= DATA UNDER STUDY =
------------------------------

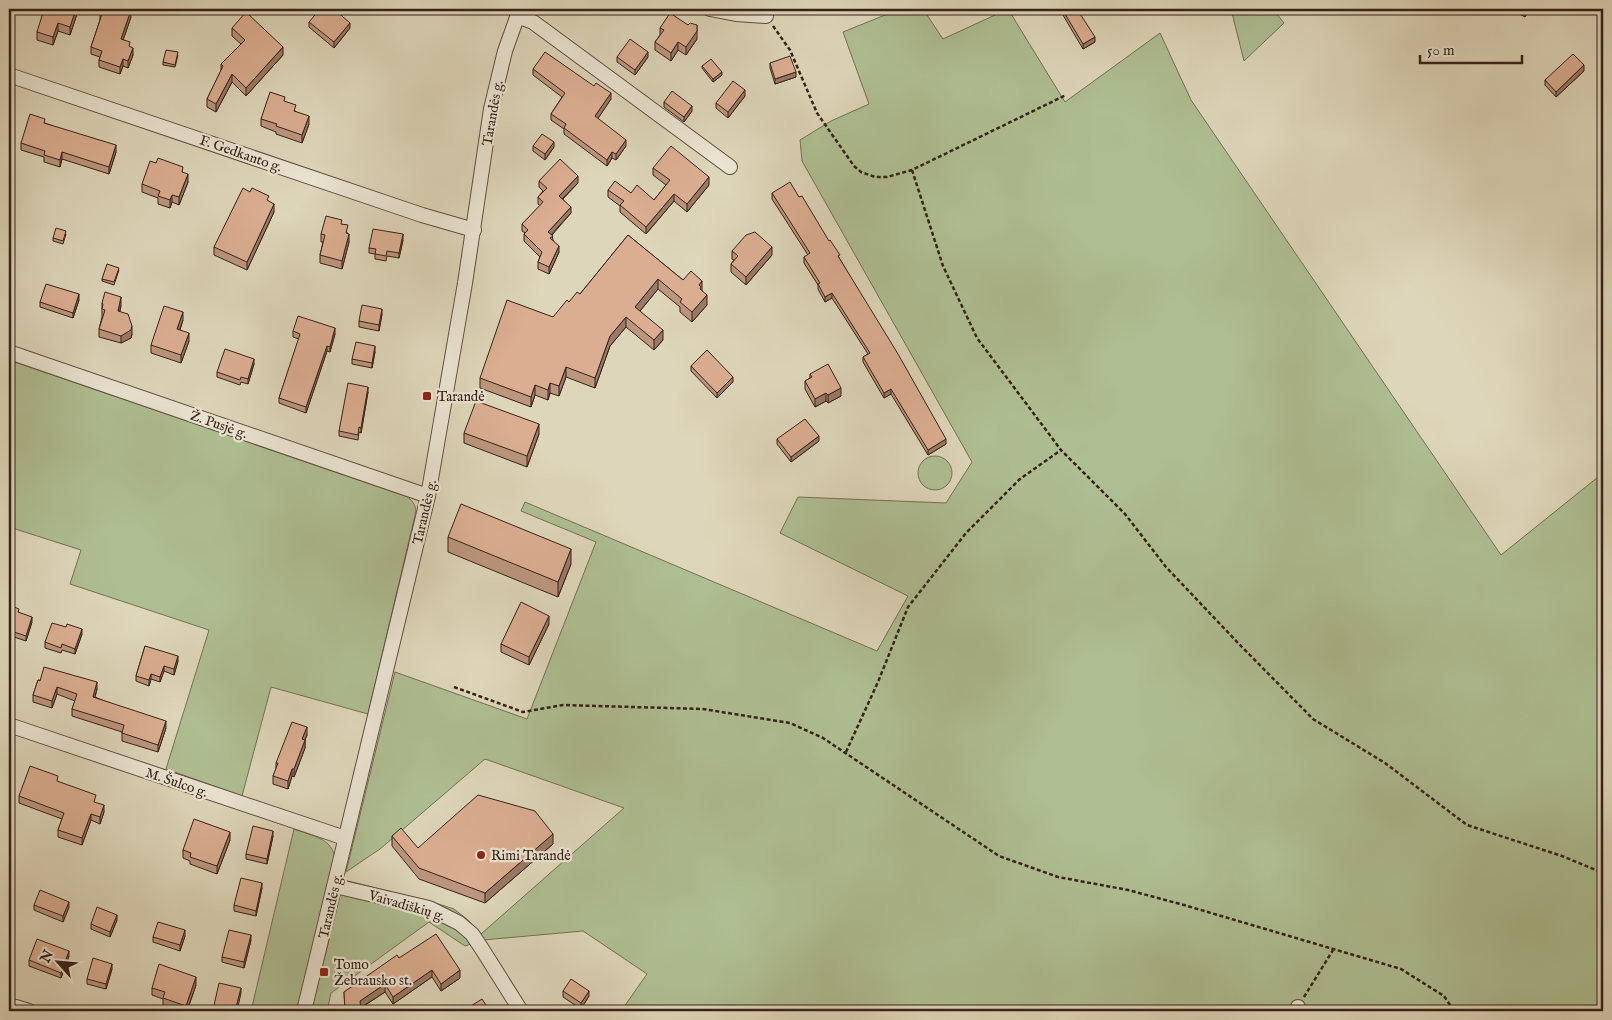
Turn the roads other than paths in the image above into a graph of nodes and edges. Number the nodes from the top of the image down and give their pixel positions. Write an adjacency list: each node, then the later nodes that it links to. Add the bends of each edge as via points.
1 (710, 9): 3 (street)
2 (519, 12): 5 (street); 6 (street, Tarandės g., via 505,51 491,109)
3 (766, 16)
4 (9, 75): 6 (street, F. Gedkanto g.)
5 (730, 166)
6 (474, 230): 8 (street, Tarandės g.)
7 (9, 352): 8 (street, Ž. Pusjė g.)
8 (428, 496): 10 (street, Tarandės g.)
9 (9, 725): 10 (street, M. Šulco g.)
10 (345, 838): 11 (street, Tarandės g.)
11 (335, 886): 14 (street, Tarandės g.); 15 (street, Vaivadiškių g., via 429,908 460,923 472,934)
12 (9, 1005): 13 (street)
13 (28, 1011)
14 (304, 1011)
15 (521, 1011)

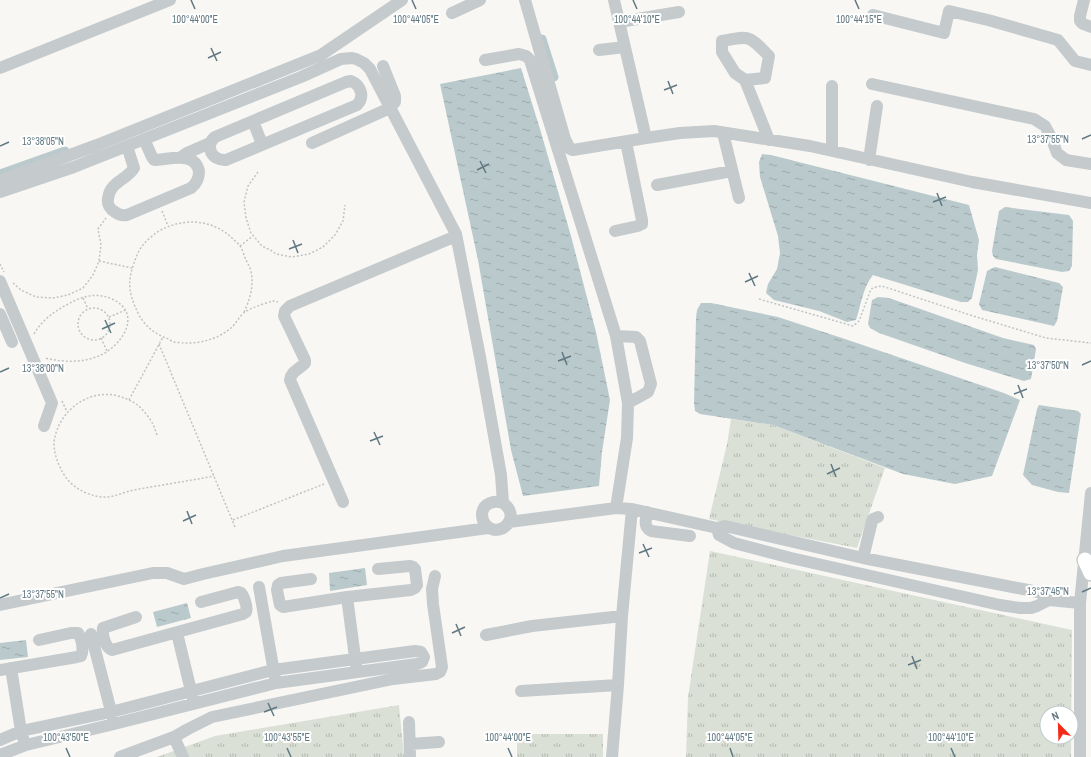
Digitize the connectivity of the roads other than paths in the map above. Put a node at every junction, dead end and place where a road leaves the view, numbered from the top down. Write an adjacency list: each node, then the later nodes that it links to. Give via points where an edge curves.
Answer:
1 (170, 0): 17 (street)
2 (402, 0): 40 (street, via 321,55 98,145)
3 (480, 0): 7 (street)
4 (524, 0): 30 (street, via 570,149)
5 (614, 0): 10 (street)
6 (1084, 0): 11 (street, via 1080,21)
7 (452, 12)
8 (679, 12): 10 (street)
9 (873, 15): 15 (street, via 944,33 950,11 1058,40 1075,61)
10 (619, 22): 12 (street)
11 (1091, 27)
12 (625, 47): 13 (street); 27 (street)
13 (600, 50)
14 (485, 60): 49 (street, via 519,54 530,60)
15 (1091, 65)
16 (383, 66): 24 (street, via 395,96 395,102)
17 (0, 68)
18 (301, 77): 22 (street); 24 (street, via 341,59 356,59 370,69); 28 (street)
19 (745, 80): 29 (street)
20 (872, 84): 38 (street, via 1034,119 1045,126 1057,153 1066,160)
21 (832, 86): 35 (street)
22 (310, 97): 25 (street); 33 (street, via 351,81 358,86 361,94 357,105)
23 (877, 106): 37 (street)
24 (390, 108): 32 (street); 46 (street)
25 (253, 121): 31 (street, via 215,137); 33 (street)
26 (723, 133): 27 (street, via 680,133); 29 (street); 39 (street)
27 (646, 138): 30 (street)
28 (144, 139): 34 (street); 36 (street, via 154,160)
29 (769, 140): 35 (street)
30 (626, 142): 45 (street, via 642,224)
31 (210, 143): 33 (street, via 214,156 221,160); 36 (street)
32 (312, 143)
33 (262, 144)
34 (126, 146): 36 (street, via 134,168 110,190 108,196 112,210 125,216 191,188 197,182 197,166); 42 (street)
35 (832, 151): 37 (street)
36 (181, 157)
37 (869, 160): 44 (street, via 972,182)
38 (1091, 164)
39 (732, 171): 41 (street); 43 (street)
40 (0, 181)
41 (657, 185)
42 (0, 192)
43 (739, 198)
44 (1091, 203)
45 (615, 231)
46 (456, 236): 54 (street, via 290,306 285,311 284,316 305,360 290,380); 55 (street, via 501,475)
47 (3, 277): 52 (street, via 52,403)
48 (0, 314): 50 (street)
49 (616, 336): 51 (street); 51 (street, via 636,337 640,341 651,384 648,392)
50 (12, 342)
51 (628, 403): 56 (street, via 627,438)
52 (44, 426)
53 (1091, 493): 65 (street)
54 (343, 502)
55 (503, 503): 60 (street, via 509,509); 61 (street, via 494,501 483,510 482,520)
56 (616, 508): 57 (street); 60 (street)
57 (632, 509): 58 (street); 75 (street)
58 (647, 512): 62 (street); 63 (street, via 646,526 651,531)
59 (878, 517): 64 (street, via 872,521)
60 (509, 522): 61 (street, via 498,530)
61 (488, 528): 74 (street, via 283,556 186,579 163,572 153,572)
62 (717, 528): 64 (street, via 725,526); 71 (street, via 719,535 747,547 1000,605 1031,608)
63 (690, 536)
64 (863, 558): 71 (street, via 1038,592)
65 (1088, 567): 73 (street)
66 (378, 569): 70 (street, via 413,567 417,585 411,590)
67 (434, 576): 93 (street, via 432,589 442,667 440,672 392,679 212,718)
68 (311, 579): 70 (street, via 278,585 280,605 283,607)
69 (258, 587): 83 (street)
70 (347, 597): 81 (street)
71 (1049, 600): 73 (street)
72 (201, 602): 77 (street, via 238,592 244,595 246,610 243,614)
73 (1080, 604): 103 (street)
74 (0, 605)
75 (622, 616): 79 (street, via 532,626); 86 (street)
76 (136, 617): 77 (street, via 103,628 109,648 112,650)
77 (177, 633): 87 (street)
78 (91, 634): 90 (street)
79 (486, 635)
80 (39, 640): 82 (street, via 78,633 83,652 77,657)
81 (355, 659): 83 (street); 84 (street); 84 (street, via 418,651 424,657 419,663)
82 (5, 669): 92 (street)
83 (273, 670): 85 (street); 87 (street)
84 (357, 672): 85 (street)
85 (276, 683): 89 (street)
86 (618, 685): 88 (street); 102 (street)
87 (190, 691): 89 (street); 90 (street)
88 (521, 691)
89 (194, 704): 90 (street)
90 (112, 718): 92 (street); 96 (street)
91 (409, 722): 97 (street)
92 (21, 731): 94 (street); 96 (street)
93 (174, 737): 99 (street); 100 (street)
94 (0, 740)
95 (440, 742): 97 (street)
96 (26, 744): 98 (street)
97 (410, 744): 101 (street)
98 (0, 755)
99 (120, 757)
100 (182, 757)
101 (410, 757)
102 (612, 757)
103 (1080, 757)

------------------------------

= WORK INSTRUCTION =
Images in the records must not be repeated; everything else should be returned exactly.

= RESULT OF THIS TASK =
Turn the roads other than paths in the image above into a graph of nodes and edges. Number the nodes from the top of the image down and give their pixel positions. Write an adjacency list: each node, then the later nodes that it links to. Add the bends of each edge as via points.
1 (710, 9): 3 (street)
2 (519, 12): 5 (street); 6 (street, Tarandės g., via 505,51 491,109)
3 (766, 16)
4 (9, 75): 6 (street, F. Gedkanto g.)
5 (730, 166)
6 (474, 230): 8 (street, Tarandės g.)
7 (9, 352): 8 (street, Ž. Pusjė g.)
8 (428, 496): 10 (street, Tarandės g.)
9 (9, 725): 10 (street, M. Šulco g.)
10 (345, 838): 11 (street, Tarandės g.)
11 (335, 886): 14 (street, Tarandės g.); 15 (street, Vaivadiškių g., via 429,908 460,923 472,934)
12 (9, 1005): 13 (street)
13 (28, 1011)
14 (304, 1011)
15 (521, 1011)

Digitize the connectivity of the roads other than paths in the map above. Put a node at every junction, dead end and place where a road leaves the view, numbered from the top down. Write an adjacency list: each node, then the later nodes that it links to. Give via points where an edge curves.
Answer:
1 (170, 0): 17 (street)
2 (402, 0): 40 (street, via 321,55 98,145)
3 (480, 0): 7 (street)
4 (524, 0): 30 (street, via 570,149)
5 (614, 0): 10 (street)
6 (1084, 0): 11 (street, via 1080,21)
7 (452, 12)
8 (679, 12): 10 (street)
9 (873, 15): 15 (street, via 944,33 950,11 1058,40 1075,61)
10 (619, 22): 12 (street)
11 (1091, 27)
12 (625, 47): 13 (street); 27 (street)
13 (600, 50)
14 (485, 60): 49 (street, via 519,54 530,60)
15 (1091, 65)
16 (383, 66): 24 (street, via 395,96 395,102)
17 (0, 68)
18 (301, 77): 22 (street); 24 (street, via 341,59 356,59 370,69); 28 (street)
19 (745, 80): 29 (street)
20 (872, 84): 38 (street, via 1034,119 1045,126 1057,153 1066,160)
21 (832, 86): 35 (street)
22 (310, 97): 25 (street); 33 (street, via 351,81 358,86 361,94 357,105)
23 (877, 106): 37 (street)
24 (390, 108): 32 (street); 46 (street)
25 (253, 121): 31 (street, via 215,137); 33 (street)
26 (723, 133): 27 (street, via 680,133); 29 (street); 39 (street)
27 (646, 138): 30 (street)
28 (144, 139): 34 (street); 36 (street, via 154,160)
29 (769, 140): 35 (street)
30 (626, 142): 45 (street, via 642,224)
31 (210, 143): 33 (street, via 214,156 221,160); 36 (street)
32 (312, 143)
33 (262, 144)
34 (126, 146): 36 (street, via 134,168 110,190 108,196 112,210 125,216 191,188 197,182 197,166); 42 (street)
35 (832, 151): 37 (street)
36 (181, 157)
37 (869, 160): 44 (street, via 972,182)
38 (1091, 164)
39 (732, 171): 41 (street); 43 (street)
40 (0, 181)
41 (657, 185)
42 (0, 192)
43 (739, 198)
44 (1091, 203)
45 (615, 231)
46 (456, 236): 54 (street, via 290,306 285,311 284,316 305,360 290,380); 55 (street, via 501,475)
47 (3, 277): 52 (street, via 52,403)
48 (0, 314): 50 (street)
49 (616, 336): 51 (street); 51 (street, via 636,337 640,341 651,384 648,392)
50 (12, 342)
51 (628, 403): 56 (street, via 627,438)
52 (44, 426)
53 (1091, 493): 65 (street)
54 (343, 502)
55 (503, 503): 60 (street, via 509,509); 61 (street, via 494,501 483,510 482,520)
56 (616, 508): 57 (street); 60 (street)
57 (632, 509): 58 (street); 75 (street)
58 (647, 512): 62 (street); 63 (street, via 646,526 651,531)
59 (878, 517): 64 (street, via 872,521)
60 (509, 522): 61 (street, via 498,530)
61 (488, 528): 74 (street, via 283,556 186,579 163,572 153,572)
62 (717, 528): 64 (street, via 725,526); 71 (street, via 719,535 747,547 1000,605 1031,608)
63 (690, 536)
64 (863, 558): 71 (street, via 1038,592)
65 (1088, 567): 73 (street)
66 (378, 569): 70 (street, via 413,567 417,585 411,590)
67 (434, 576): 93 (street, via 432,589 442,667 440,672 392,679 212,718)
68 (311, 579): 70 (street, via 278,585 280,605 283,607)
69 (258, 587): 83 (street)
70 (347, 597): 81 (street)
71 (1049, 600): 73 (street)
72 (201, 602): 77 (street, via 238,592 244,595 246,610 243,614)
73 (1080, 604): 103 (street)
74 (0, 605)
75 (622, 616): 79 (street, via 532,626); 86 (street)
76 (136, 617): 77 (street, via 103,628 109,648 112,650)
77 (177, 633): 87 (street)
78 (91, 634): 90 (street)
79 (486, 635)
80 (39, 640): 82 (street, via 78,633 83,652 77,657)
81 (355, 659): 83 (street); 84 (street); 84 (street, via 418,651 424,657 419,663)
82 (5, 669): 92 (street)
83 (273, 670): 85 (street); 87 (street)
84 (357, 672): 85 (street)
85 (276, 683): 89 (street)
86 (618, 685): 88 (street); 102 (street)
87 (190, 691): 89 (street); 90 (street)
88 (521, 691)
89 (194, 704): 90 (street)
90 (112, 718): 92 (street); 96 (street)
91 (409, 722): 97 (street)
92 (21, 731): 94 (street); 96 (street)
93 (174, 737): 99 (street); 100 (street)
94 (0, 740)
95 (440, 742): 97 (street)
96 (26, 744): 98 (street)
97 (410, 744): 101 (street)
98 (0, 755)
99 (120, 757)
100 (182, 757)
101 (410, 757)
102 (612, 757)
103 (1080, 757)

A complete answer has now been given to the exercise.